28. The transformed host cell of any one of claims 17 to 27, wherein said cell is comprised within a plant.

29. A transgenic plant comprising the nucleic acid segment of any one of claims 1 to F2, the recombinant vector of any one of claims 13 to 16, or the transformed host cell of any one of claims 17 to 28.

30. A progeny of any generation of the plant of claim 29, wherein said seed or progeny comprises said selected nucleic acid segment.

31. A seed of any generation of the transgenic plant of claim 29.

32. A seed of any generation of the progeny of claim 30.

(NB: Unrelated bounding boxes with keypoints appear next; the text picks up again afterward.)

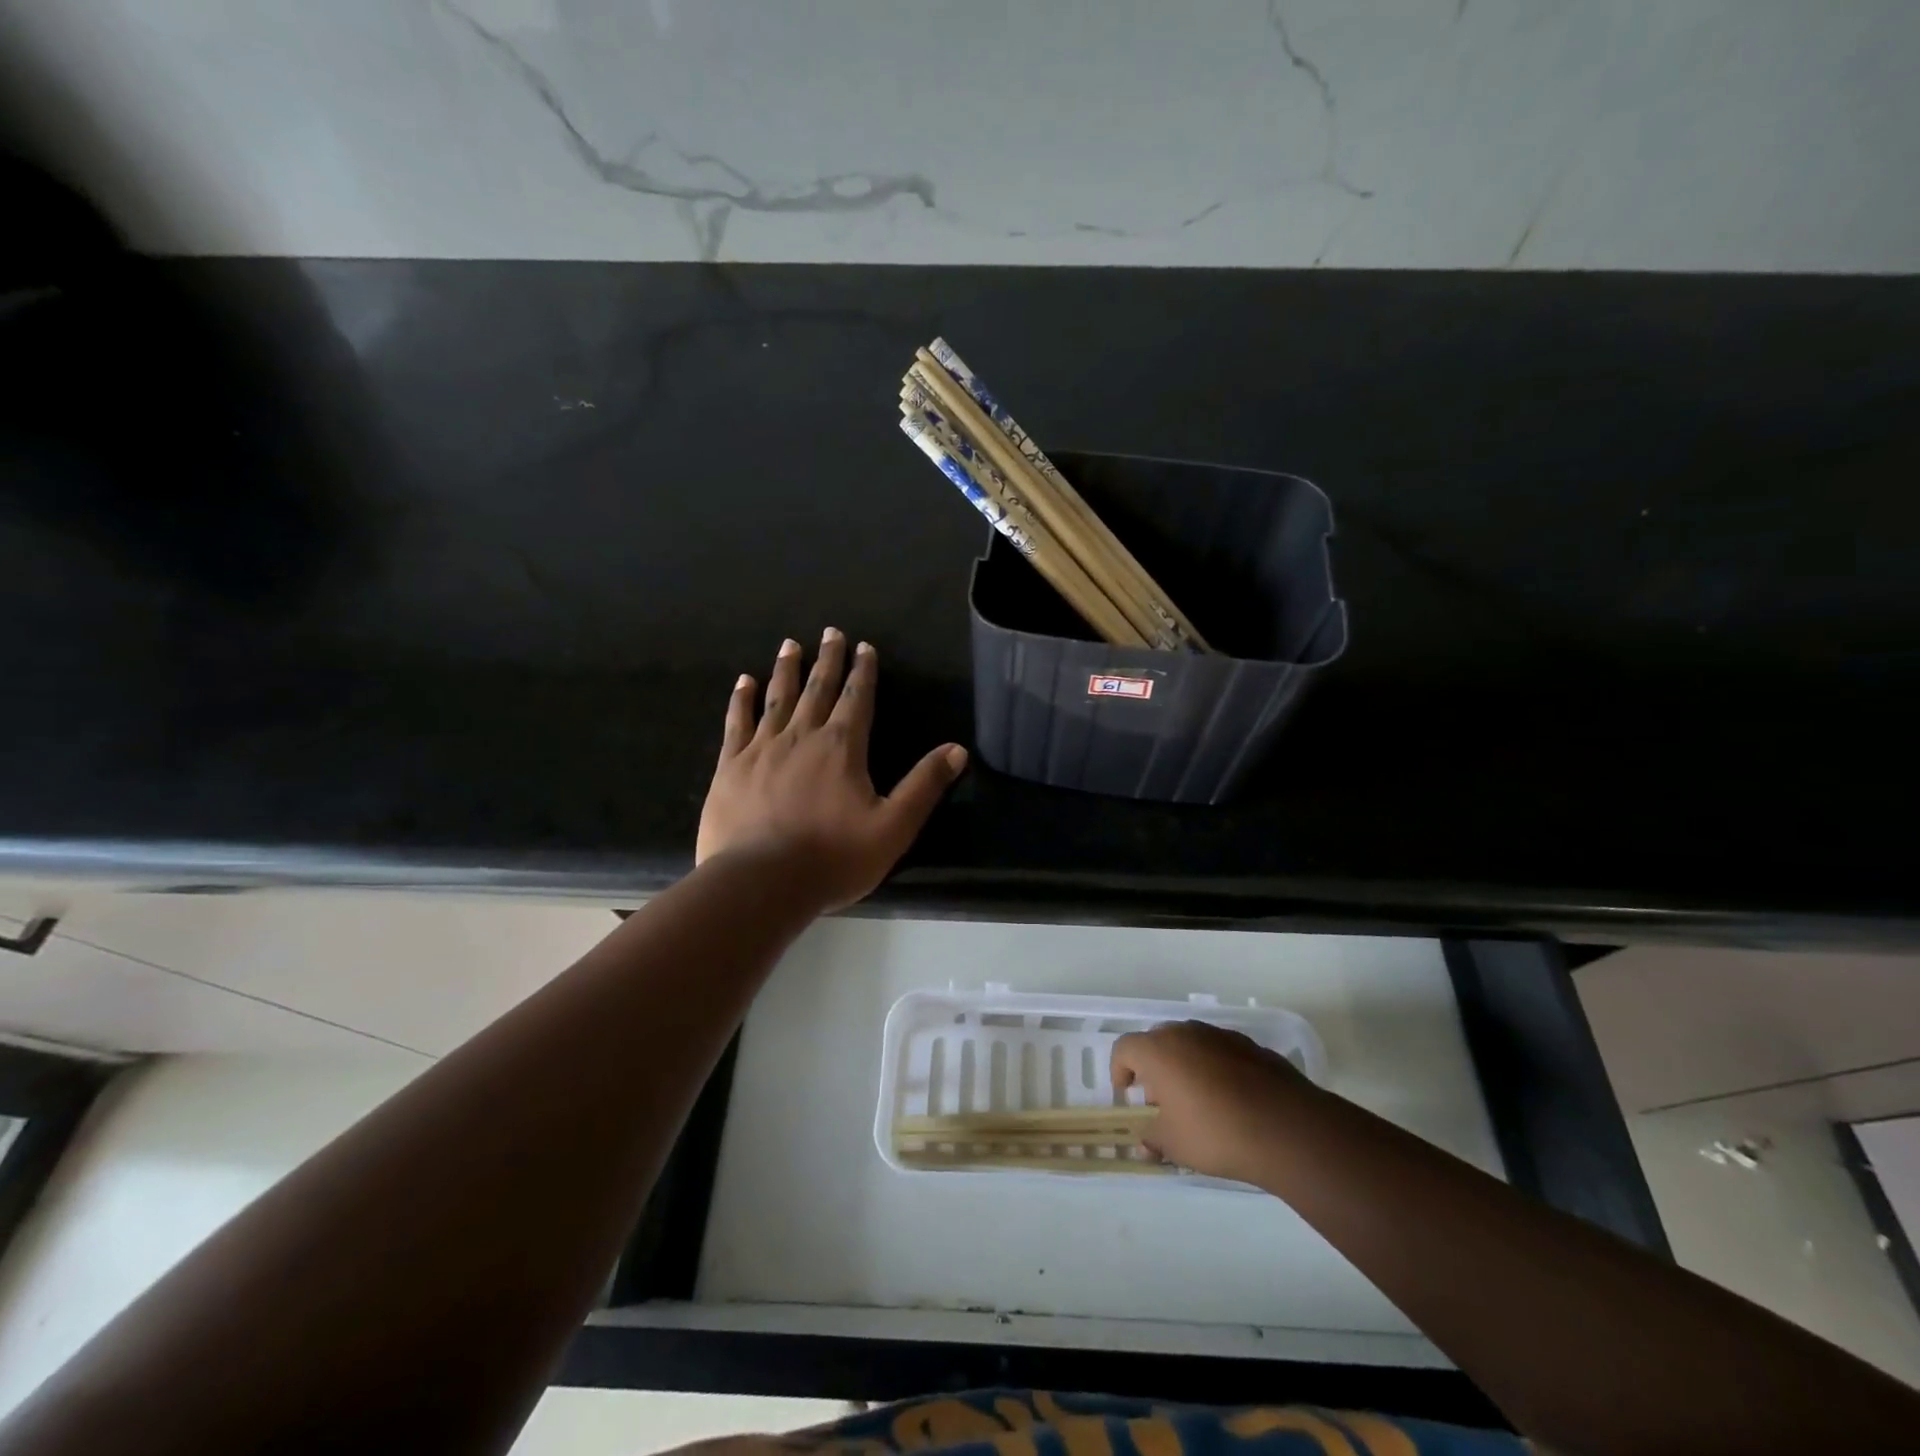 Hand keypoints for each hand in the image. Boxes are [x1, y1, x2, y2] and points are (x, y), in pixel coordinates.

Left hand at [696, 629, 968, 911]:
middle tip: (830, 632)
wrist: (760, 883)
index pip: (857, 699)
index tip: (864, 646)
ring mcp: (762, 749)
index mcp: (842, 748)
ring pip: (777, 698)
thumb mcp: (893, 827)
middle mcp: (802, 736)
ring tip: (790, 644)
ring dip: (787, 670)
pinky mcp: (730, 766)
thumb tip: (958, 750)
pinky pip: (737, 722)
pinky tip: (744, 682)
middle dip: (827, 660)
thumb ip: (924, 786)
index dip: (863, 672)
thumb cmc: (833, 858)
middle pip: (818, 689)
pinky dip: (742, 699)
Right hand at [1110, 1021, 1314, 1183]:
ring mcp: (1221, 1035)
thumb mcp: (1175, 1145)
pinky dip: (1216, 1068)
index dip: (1120, 1069)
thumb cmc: (1217, 1133)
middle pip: (1158, 1041)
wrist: (1287, 1128)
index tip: (1127, 1093)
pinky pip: (1220, 1052)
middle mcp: (1186, 1032)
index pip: (1125, 1048)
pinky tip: (1231, 1101)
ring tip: (1198, 1102)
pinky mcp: (1251, 1046)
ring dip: (1185, 1066)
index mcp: (1159, 1050)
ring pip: (1191, 1044)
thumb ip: (1154, 1139)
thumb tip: (1146, 1142)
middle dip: (1154, 1067)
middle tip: (1161, 1100)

33. A plant grown from the seed of claim 31 or 32.

34. Use of the nucleic acid segment of any one of claims 1 to 12, the recombinant vector of any one of claims 13 to 16, or the transformed host cell of any one of claims 17 to

28 in the preparation of a pluripotent plant cell.

35. Use of the nucleic acid segment of any one of claims 1 to 12, the recombinant vector of any one of claims 13 to 16, or the transformed host cell of any one of claims 17 to

28 in the preparation of a transgenic plant.

36. Use of the nucleic acid segment of any one of claims 1 to 12, the recombinant vector of any one of claims 13 to 16, or the transformed host cell of any one of claims 17 to

28 in the preparation of a transgenic seed.

37. A method of inducing cell death upon viral infection in a plant cell, comprising providing to a plant cell at least one bacterial avirulence gene operatively linked to a promoter that is transcriptionally activated upon infection by a virus, wherein transcriptional activation induces expression of said avirulence gene thereby inducing cell death in said plant cell.

38. A method of controlling the extent of viral infection in a plant population, comprising providing to a subpopulation of said plant population a nucleic acid segment that comprises at least one bacterial avirulence gene operably linked to a promoter that is transcriptionally activated upon infection by a virus, wherein transcriptional activation induces expression of said avirulence gene thereby inducing death in cells of said plant subpopulation, and thereby controlling the extent of viral infection in the remaining plant population.